The singer-songwriter-violinist Andrew Bird wrote and performs a song entitled Fake Palindromes. It is performed on the album Andrew Bird & the Mysterious Production of Eggs.
The interlude from Alban Berg's opera Lulu is a palindrome, as are sections and pieces, in arch form, by many other composers, including James Tenney (swell), and most famously Béla Bartók (and, influenced by him, Steve Reich).
In 1992, the band Soundgarden released an EP entitled Satanoscillatemymetallicsonatas, or SOMMS for short. The title itself is a palindrome.
In Finland, Tapani Länsiö composed a choral work which is a palindrome both musically, and lyrically, Atte kumiorava, varo imuketta (Atte the rubber-squirrel, do beware the cigar-holder).
See also crab canon — in classical music, a canon in which one line of the melody is reversed in time and pitch from the other.
The "Fault Lines" trilogy of novels written by author Tim Powers refer to palindromes regularly as means of capturing or otherwise trapping ghosts and other supernatural entities. The claim made in the books is that palindromes, being cyclical in nature (reading forward, then backward, then forward again, ad infinitum) cause these 'idiot' ghosts to become enamored, hypnotized by the constant reading and re-reading. Initially this concept is introduced as a way to explain that ghosts can be so trapped or attracted to a place if so-desired by someone wanting to communicate or exploit the weakness of the dead. Most commonly used in the last novel, Earthquake Weather, are three Latin palindromes:
Si bene te tua laus taxat, sua laute tenebis.
Roma tibi subito motibus ibit amor.
Sole medere, pede ede, perede melos.
In the novel Holes by Louis Sachar (which has been made into a film by Walt Disney Pictures), the main character is named Stanley Yelnats, as are his father and grandfather.
Up to the type definitions, here is a compilable palindrome written in Caml:
type 'a elbatum = 'a ;; type lol = bool ;; type pop = int ;; type b = { mutable lol : lol elbatum } ;; type i = { mutable pop : pop elbatum } ;;
fun erongi lol pop n -> pop.lol <- let nuf = erongi ; fun erongi lol pop n -> pop.lol ; ignore n in erongi ; lol.pop <- n pop lol ignore nuf ; ignore = fun tel -> lol.pop <- n pop lol ignore nuf ;;
Saippuakauppias, Finnish for "soap vendor", is claimed to be the world's longest palindromic word in everyday use. A meaningful derivative from it is saippuakalasalakauppias (soapfish bootlegger). An even longer effort is saippuakuppinippukauppias (soapdish batch seller) Koortsmeetsysteemstrook, is probably the longest palindrome in Dutch, and Kuulilennutunneliluuk (trajectory tunnel hatch) is the longest palindrome in Estonian.
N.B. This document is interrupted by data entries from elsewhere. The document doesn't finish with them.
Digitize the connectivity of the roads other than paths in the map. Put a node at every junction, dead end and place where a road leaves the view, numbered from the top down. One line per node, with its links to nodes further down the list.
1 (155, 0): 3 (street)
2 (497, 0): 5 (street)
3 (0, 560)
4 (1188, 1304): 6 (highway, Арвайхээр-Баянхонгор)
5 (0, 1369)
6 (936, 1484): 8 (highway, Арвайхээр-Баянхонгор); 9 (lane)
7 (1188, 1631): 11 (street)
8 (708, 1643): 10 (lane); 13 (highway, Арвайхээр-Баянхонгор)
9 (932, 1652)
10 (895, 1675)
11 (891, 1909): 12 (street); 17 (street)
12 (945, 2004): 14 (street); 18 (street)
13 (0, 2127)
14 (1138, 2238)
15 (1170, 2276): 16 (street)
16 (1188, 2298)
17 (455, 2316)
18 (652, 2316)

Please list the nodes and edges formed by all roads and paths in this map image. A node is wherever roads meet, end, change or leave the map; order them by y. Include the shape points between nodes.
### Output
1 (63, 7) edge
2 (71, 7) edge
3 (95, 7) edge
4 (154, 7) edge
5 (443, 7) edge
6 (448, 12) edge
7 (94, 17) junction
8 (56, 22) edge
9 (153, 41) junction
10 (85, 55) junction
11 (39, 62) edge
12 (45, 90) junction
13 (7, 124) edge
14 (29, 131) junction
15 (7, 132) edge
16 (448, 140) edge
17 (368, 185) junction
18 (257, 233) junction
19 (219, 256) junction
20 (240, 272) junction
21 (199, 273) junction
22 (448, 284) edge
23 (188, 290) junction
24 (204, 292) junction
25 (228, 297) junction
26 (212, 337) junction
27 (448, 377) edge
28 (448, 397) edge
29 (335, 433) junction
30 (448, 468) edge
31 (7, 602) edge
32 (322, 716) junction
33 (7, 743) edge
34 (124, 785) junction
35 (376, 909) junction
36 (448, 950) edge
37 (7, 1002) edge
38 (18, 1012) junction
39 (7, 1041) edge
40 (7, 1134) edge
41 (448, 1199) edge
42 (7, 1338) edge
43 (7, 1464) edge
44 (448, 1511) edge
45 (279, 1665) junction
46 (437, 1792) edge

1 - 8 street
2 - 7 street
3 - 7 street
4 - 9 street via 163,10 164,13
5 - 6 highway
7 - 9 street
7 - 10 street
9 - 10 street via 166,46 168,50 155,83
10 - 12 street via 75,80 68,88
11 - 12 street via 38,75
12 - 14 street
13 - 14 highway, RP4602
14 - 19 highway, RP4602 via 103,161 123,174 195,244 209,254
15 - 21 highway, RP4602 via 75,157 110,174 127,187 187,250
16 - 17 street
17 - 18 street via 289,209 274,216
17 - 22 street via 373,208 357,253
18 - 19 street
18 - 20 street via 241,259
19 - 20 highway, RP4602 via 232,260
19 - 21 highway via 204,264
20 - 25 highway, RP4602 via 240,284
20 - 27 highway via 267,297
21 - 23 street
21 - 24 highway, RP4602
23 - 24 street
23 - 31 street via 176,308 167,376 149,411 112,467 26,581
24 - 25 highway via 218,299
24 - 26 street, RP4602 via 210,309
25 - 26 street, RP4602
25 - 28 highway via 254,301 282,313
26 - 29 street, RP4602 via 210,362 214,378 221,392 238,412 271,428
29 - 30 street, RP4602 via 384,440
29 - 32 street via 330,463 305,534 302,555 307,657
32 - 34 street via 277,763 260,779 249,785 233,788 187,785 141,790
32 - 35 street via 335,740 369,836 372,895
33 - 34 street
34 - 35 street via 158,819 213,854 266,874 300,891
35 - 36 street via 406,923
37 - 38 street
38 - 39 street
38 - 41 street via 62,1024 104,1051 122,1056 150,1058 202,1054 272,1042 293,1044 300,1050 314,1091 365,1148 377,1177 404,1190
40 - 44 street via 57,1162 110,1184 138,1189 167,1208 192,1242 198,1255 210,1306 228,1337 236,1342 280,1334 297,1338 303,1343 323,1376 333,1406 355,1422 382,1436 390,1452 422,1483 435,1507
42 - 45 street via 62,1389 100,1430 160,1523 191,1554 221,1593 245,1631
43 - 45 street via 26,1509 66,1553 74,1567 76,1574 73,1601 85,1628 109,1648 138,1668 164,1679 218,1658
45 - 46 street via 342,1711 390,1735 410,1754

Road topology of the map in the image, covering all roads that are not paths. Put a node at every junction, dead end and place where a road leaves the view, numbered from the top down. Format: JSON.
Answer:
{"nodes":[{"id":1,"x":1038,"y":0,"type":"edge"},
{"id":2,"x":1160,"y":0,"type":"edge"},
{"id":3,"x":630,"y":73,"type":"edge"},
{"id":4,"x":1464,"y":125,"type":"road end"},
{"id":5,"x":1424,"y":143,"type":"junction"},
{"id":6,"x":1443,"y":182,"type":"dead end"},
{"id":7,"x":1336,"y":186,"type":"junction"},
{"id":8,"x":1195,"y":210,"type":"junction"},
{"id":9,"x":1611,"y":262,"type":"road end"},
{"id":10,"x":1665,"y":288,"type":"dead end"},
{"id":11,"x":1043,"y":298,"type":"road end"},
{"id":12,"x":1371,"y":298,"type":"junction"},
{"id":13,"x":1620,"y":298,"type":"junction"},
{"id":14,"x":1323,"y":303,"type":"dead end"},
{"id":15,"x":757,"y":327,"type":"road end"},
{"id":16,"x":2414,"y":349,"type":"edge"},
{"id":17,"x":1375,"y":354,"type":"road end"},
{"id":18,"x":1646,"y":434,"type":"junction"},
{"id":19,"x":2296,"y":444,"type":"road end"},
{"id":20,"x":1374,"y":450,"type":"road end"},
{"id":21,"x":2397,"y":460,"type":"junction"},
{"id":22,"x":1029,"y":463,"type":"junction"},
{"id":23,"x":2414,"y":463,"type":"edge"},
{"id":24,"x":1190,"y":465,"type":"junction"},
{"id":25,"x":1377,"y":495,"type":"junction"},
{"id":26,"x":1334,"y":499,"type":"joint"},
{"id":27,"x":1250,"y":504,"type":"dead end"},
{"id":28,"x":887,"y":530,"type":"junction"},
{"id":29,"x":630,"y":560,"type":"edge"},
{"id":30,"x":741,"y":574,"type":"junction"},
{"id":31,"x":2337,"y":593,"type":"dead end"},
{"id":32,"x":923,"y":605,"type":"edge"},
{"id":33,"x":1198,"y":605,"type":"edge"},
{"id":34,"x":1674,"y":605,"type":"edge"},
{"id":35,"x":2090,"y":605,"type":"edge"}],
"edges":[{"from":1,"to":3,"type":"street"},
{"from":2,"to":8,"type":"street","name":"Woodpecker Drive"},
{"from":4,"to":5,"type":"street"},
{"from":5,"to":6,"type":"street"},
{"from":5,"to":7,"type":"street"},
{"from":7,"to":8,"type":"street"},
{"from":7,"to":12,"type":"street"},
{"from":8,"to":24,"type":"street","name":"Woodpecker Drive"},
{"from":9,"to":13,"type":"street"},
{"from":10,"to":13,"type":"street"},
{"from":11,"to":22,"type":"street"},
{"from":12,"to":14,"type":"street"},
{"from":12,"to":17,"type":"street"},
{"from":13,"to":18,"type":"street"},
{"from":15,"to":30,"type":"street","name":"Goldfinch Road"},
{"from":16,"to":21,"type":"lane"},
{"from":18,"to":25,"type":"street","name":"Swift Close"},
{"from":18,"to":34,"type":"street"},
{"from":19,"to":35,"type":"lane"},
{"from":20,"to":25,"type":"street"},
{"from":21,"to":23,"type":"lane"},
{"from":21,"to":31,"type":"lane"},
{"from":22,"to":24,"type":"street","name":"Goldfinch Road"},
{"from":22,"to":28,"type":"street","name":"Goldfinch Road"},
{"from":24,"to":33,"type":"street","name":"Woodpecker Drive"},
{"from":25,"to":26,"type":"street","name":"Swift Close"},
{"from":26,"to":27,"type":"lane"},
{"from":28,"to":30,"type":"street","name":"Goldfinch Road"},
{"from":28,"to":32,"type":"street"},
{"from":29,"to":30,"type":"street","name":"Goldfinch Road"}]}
To celebrate 20:02 02/20 2002, a palindromic day, Peter Norvig wrote on that day a computer program which produced the world's longest palindromic sentence, running to 17,256 words *.
A long palindrome in English that reads more easily and attempts to flow is reproduced here.
In 1991, Gordon Dow composed a 306 word palindrome titled Dog Sees Ada. This palindrome is famous for using very few contrived words. It is reproduced here.
A palindromic DNA sequence can form a hairpin. Palindromic motifs are made by the order of the nucleotides that specify the complex chemicals (proteins) which, as a result of those genetic instructions, the cell is to produce. They have been specially researched in bacterial chromosomes and in the so-called Bacterial Interspersed Mosaic Elements (BIMEs) scattered over them. Recently a research genome sequencing project discovered that many of the bases on the Y chromosome are arranged as palindromes. A palindrome structure allows the Y chromosome to repair itself by bending over at the middle if one side is damaged.
Shopkeeper(Michael Palin): I said Bolton -it was supposed to be a pun, no, the thing spelled the same backwards and fowards - it was a palindrome.
Customer(John Cleese): A palindrome?! The palindrome of Bolton would be Notlob - it don't work!